Altona Dam

Location: Mecosta County

Project Status: Current


The Little Muskegon River is a 44-mile-long tributary of the Muskegon River. It originates near the village of Mecosta, then combines with the Canadian Lakes drainage, before traveling downstream through Morley to converge with the Muskegon River at Croton Pond. In the late 1860s, a dam was built at the Altona site to support hydro-mechanical sawmill and flour mill use. The community of Altona developed at the site. The site was not converted to hydroelectric use because of insufficient head, but it was later hardened with concrete and served as a river crossing road for many years until being closed by the Mecosta Road Commission for public safety. The remains of the structure adversely impact the river’s habitat quality and presents a serious public safety hazard.

While most of the dam’s head has been reduced by the removal of the old stop-log structures, about two feet of head remains. This is enough to block upstream movement of small fish and reduce streamflow velocity. Sediment deposit, both upstream and downstream of the dam, widens the stream channel. The sediment also covers gravel substrate that is important for fish habitat and results in more sunlight absorption that raises stream temperature and adversely impacts cool and cold-water fish species.

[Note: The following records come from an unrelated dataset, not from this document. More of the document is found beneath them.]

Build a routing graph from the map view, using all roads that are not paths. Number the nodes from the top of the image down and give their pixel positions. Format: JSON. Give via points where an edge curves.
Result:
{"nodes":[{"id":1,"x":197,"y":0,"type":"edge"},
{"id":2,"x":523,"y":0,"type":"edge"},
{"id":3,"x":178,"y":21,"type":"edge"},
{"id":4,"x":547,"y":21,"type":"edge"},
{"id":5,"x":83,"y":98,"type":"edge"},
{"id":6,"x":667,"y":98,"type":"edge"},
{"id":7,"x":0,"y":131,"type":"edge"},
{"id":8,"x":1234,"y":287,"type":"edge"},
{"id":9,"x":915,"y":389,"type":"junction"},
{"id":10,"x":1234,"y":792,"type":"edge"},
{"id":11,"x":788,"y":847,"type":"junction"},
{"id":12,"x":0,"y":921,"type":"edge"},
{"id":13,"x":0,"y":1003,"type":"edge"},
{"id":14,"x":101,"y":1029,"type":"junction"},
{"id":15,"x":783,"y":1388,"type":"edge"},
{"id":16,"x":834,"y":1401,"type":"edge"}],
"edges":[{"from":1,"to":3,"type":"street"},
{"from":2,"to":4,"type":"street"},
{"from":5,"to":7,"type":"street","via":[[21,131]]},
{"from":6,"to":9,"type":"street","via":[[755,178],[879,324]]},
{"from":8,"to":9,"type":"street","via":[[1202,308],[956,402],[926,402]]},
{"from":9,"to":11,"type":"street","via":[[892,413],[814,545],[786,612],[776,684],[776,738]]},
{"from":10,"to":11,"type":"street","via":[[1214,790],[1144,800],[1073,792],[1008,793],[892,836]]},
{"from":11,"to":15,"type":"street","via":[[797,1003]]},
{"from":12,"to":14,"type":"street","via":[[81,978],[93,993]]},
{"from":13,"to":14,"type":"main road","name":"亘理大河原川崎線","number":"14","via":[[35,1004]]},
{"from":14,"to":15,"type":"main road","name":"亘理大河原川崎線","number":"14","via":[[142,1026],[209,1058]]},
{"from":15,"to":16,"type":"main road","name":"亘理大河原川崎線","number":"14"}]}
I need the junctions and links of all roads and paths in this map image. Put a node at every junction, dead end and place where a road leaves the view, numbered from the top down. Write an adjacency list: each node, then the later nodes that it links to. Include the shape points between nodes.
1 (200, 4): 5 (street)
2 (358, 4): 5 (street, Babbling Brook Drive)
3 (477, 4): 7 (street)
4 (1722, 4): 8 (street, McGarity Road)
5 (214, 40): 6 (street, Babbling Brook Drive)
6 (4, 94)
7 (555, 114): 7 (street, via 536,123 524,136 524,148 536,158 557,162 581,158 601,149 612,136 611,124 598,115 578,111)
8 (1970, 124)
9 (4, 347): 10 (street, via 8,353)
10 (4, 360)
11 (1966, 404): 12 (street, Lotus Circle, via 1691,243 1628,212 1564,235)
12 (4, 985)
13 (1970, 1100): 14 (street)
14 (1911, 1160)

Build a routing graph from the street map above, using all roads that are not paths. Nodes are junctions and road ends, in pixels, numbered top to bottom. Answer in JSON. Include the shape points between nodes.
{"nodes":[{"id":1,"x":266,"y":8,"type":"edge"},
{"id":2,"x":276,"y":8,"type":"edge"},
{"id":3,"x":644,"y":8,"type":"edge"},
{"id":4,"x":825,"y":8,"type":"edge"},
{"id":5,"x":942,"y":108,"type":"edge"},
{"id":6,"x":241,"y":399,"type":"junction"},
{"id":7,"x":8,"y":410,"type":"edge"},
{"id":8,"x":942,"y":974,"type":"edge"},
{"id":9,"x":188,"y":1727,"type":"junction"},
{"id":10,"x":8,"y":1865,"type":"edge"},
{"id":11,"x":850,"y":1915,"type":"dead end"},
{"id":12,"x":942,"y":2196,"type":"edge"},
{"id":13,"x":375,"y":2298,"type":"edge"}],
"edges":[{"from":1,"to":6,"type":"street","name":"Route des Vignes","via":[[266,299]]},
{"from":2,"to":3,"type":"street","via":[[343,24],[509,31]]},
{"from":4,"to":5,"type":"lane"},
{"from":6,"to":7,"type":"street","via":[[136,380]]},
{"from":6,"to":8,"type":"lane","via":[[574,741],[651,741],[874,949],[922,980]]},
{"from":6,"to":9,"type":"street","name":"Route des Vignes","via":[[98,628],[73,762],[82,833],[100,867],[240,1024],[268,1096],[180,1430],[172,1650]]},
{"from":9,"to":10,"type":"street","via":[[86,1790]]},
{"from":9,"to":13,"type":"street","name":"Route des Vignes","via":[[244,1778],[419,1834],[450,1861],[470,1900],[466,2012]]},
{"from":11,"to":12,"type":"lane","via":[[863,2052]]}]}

Removing high-risk dams across the State and undersized culverts in the Muskegon River watershed has been a priority for several years, but more emphasis has been placed on removal of failing and derelict dams because of the dam failure in Midland, as well as the recent hydro fleet retirement announcement from Consumers Energy. Large-scale funding opportunities are more readily available than in the past that are targeted at increasing public safety while improving the overall health of watershed environments. Muskegon River Watershed Assembly started working with partners in 2020 to secure grant funds to initiate the design phase for the Altona Dam removal and river restoration. Removing the dam will reconnect 15 miles of upstream river channel and 3 miles downstream, restore a natural river channel in place of the large scour pool, stabilize adjacent streambanks, and provide access to those wishing to reach the river’s edge, paddle, or fish.